__INPUT DATA__
+++++

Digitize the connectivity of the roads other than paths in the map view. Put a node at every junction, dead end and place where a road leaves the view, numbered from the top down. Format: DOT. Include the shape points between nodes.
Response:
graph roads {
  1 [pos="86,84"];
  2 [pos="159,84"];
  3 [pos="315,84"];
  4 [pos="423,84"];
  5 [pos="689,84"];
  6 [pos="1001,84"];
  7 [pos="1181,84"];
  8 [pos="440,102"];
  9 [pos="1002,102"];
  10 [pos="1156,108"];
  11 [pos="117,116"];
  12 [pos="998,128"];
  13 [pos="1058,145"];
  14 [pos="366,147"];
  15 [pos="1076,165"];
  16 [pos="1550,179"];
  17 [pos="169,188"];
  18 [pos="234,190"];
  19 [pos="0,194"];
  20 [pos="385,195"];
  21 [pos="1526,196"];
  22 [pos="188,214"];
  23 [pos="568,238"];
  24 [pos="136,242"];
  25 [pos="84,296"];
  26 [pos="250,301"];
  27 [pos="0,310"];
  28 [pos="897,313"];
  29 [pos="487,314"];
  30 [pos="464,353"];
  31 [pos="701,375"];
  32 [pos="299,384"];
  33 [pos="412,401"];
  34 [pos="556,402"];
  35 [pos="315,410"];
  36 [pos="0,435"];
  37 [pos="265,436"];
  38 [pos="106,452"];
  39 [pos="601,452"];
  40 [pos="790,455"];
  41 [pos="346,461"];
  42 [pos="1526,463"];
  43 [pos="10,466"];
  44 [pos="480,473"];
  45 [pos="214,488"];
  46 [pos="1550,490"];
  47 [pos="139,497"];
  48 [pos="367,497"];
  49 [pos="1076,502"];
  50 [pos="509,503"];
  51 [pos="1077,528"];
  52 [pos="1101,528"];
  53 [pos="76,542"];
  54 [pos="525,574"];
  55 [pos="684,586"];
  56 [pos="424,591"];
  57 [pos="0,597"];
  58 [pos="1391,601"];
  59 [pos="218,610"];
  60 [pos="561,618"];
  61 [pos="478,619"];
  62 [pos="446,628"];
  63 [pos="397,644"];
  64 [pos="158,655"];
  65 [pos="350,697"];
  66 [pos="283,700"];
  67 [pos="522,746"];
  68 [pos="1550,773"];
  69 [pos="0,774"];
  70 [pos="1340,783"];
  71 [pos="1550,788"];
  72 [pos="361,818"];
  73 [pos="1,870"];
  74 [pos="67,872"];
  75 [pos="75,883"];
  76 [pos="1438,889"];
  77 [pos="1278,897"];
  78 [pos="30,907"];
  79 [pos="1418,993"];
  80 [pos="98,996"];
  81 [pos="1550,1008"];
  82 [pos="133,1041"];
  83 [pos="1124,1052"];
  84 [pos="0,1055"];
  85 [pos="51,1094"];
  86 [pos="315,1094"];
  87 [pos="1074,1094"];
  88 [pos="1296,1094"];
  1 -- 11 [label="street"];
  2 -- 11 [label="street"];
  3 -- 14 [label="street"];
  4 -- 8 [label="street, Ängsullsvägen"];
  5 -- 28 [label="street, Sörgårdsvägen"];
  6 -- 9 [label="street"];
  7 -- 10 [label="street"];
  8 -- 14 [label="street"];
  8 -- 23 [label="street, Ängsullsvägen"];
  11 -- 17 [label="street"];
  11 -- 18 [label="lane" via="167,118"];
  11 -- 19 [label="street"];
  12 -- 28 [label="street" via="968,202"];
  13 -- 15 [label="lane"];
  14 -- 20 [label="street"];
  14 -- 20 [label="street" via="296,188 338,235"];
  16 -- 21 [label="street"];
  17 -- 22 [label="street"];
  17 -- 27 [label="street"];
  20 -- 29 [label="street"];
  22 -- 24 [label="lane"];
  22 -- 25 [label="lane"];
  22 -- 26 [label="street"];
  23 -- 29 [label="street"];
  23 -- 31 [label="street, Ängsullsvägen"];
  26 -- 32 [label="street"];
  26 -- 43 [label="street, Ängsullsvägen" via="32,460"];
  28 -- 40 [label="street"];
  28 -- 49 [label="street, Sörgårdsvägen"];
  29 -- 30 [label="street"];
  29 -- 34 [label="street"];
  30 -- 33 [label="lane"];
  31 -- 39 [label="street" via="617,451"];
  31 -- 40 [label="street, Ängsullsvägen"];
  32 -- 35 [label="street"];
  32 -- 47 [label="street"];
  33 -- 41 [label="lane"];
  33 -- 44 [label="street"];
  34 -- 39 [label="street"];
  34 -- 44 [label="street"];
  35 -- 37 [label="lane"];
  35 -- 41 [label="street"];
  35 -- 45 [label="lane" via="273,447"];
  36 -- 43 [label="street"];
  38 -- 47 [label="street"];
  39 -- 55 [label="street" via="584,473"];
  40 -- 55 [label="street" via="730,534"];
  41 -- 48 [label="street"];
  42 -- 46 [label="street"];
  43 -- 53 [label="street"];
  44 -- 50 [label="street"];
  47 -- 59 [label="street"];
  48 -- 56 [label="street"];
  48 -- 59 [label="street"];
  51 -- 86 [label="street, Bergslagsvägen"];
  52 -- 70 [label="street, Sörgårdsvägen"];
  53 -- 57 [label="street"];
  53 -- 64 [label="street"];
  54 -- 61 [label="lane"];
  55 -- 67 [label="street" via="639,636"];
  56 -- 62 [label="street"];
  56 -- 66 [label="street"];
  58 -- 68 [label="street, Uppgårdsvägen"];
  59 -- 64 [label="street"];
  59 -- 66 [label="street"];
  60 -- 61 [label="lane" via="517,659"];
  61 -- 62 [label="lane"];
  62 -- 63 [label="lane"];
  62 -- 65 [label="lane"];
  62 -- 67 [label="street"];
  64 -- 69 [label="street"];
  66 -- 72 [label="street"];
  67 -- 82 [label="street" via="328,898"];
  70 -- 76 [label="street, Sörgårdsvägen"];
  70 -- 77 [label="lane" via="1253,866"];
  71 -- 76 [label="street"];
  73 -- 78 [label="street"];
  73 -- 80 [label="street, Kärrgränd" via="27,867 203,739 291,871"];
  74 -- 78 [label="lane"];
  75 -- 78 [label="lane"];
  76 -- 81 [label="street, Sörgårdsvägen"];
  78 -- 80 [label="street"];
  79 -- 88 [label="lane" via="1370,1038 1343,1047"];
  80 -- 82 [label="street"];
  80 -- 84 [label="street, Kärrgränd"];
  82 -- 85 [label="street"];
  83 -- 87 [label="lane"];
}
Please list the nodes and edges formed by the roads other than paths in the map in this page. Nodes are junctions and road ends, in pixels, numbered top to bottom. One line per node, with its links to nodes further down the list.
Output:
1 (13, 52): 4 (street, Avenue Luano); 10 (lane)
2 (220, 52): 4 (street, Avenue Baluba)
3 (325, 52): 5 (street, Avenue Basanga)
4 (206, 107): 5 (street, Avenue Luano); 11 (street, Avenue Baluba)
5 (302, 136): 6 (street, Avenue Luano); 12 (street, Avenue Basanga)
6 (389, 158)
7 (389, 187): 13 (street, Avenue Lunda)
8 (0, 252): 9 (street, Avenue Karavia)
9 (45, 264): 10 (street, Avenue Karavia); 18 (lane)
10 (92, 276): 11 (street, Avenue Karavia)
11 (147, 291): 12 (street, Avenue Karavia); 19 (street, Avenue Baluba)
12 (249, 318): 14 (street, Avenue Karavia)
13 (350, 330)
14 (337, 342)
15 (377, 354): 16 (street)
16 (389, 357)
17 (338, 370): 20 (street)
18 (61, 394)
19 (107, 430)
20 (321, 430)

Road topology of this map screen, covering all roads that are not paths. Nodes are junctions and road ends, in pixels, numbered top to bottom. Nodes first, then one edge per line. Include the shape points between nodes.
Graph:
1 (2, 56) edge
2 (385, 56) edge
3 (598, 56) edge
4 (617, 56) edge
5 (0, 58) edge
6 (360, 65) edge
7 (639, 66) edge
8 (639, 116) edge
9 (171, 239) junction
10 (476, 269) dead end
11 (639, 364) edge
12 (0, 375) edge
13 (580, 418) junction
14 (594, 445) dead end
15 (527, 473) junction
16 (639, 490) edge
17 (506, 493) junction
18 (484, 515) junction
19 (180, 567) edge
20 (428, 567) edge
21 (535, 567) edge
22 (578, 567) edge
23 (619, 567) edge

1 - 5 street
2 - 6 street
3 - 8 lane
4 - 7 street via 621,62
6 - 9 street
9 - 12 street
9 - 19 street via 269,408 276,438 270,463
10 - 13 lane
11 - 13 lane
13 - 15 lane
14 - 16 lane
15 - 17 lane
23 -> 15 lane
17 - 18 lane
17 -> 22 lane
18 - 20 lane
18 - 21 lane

+++++

__TASK TO COMPLETE__
Scan the records above for the string "Ängsullsvägen", then select every line that holds it.

__WRITTEN REPLY__
  4 -- 8 [label="street, Ängsullsvägen"];
  8 -- 23 [label="street, Ängsullsvägen"];
  23 -- 31 [label="street, Ängsullsvägen"];
  26 -- 43 [label="street, Ängsullsvägen" via="32,460"];
  31 -- 40 [label="street, Ängsullsvägen"];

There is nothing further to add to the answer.